Establishing Brand Equity

Brand equity is the value of your brand for your company. It’s based on the idea that a recognised brand that’s firmly established and reputable is more successful than a generic equivalent. It’s based on customer perception: customers will tend to buy a product they recognise and trust. When a brand is recognised and trusted to the point that the customer recognises it and feels a deep psychological bond with it, your brand equity is valuable indeed.

Here are four steps towards building your own brand equity.

  1. Build greater awareness

You need to make sure your customers recognise your brand identity when they’re looking for goods or services, and that they perceive it in the way you intend. There are several ways you can do this:

  • Using the same logo or image to ensure your branding is consistent
  • Great customer service
  • A heart-warming story behind the brand
  • Keeping the brand in front of your market
  • Providing ongoing value
  • Keeping in touch via email or newsletters
  • Tap into social media and share blogs, tweets, Facebook groups, Instagram photos

Word of mouth, positive customer experience and targeted marketing all help you develop greater brand awareness.

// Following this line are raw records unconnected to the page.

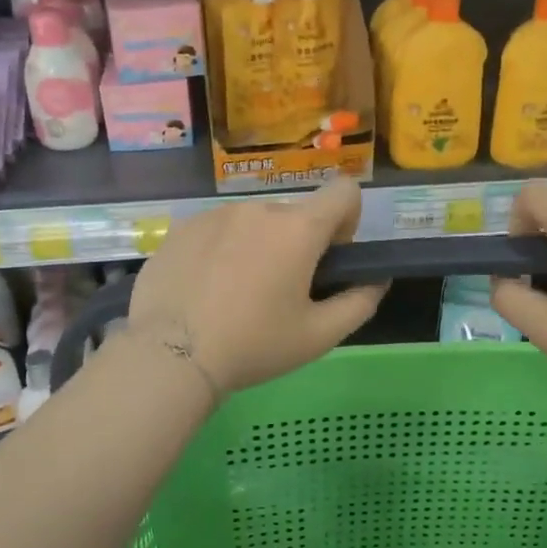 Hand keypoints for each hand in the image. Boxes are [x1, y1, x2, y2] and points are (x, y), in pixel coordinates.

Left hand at [125, 179, 385, 394]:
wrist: (170, 355)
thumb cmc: (253, 345)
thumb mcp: (319, 336)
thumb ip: (359, 303)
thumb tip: (376, 280)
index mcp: (297, 229)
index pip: (343, 192)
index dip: (347, 221)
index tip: (329, 258)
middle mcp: (256, 209)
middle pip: (293, 215)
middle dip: (297, 244)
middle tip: (279, 292)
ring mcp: (213, 215)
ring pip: (252, 223)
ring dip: (257, 247)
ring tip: (235, 295)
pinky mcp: (179, 229)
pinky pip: (215, 231)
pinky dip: (220, 252)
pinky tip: (204, 291)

  1. Communicate brand meaning and what it stands for

There are two things to bear in mind here: how well your product meets the needs of customers and its social and psychological aspects. A company that produces a useful product, and genuinely commits to social or environmental responsibility will attract customers and employees who share those values. And who will be sufficiently connected and enthusiastic to be advocates. IKEA, for example, has invested in sustainability throughout its entire business operation: 50% of its wood is from sustainable sources, 100% of its cotton is Better Cotton standard and 700,000 solar panels power its stores. With feel-good eco-credentials like these, spending a Sunday afternoon assembling an IKEA flat pack seems more a pleasure than a chore when the product comes from such a reputable brand. 

  1. Foster positive customer feelings and judgments

When customers have a warm feeling towards your product, they’re more likely to become loyal customers and pass the word on. Judgments are made about a brand’s credibility, capability, quality, relevance to need, and superiority over the competition, so it’s important to maintain the integrity of all of these. Positive feelings can be excitement, fun, peer approval, security, trust, self-respect.

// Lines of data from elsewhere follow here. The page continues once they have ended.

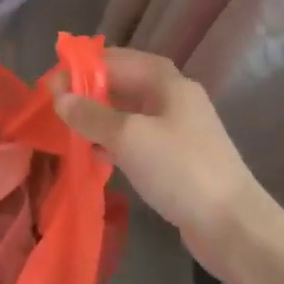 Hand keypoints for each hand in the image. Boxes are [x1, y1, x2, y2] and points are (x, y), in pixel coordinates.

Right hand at [51, 48, 283, 283]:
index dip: (83, 67)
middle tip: (56, 107)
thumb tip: (60, 98)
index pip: (118, 59)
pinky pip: (138, 139)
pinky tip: (96, 155)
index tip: (52, 84)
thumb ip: (90, 114)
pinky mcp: (178, 158)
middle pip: (124, 84)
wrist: (232, 224)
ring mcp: (179, 130)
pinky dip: (115, 141)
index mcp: (168, 82)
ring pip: (130, 113)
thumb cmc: (179, 169)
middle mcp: (175, 99)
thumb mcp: (128, 137)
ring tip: (70, 130)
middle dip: (89, 92)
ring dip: (100, 118)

A brand that can maintain positive judgments and feelings is onto a winner. For example, the Apple iPad: did you think you needed one before you saw one and appreciated its capabilities? Now, for many of us, it’s our computer, games console, TV, radio, alarm clock, mobile bank, messaging service… we love our iPads.

  1. Build a strong bond of loyalty with your customers

This is powerful, yet the most difficult aspect of brand equity to attain and maintain. Customers have formed a psychological bond and feel attached to your brand and make repeat purchases. They may feel part of a community with fellow consumers and act as your brand ambassadors by engaging in social media chats on Twitter, Facebook and Instagram, online forums and even events. Brand equity connection that borders on customer evangelism is valuable.

Measure brand equity

There are three core brand equity drivers that you need to track: financial, strength and consumer metrics:

  1. Financial metrics

The C-suite will always want to see a positive balance sheet to confirm that the brand is profitable and viable. You should be able to extrapolate from the data market share, profitability, revenue, price, growth rate, cost to retain customers, cost to acquire new customers and branding investment. You can use solid financial metrics data to demonstrate how important your brand is to the business and secure higher marketing budgets to continue growing.

  1. Strength metrics

Strong brands are more likely to survive despite change and deliver more brand equity, so it’s essential you measure its strength. You’ll need to track awareness and knowledge of the brand, accessibility, customer loyalty and retention, licensing potential and brand ‘buzz’. As well as surveys that use open text questions, social media monitoring will be able to give you a picture of how your brand is known and loved (or not).

  1. Consumer metrics

Companies don’t build brands, customers do, so it’s essential that you track consumer purchasing behaviour and sentiment towards your brand. Track and measure brand relevance, emotional connection, value and brand perception through surveys and social media monitoring. The right text analytics software that can interpret open text comments is particularly useful here to gather sentiment and suggestions.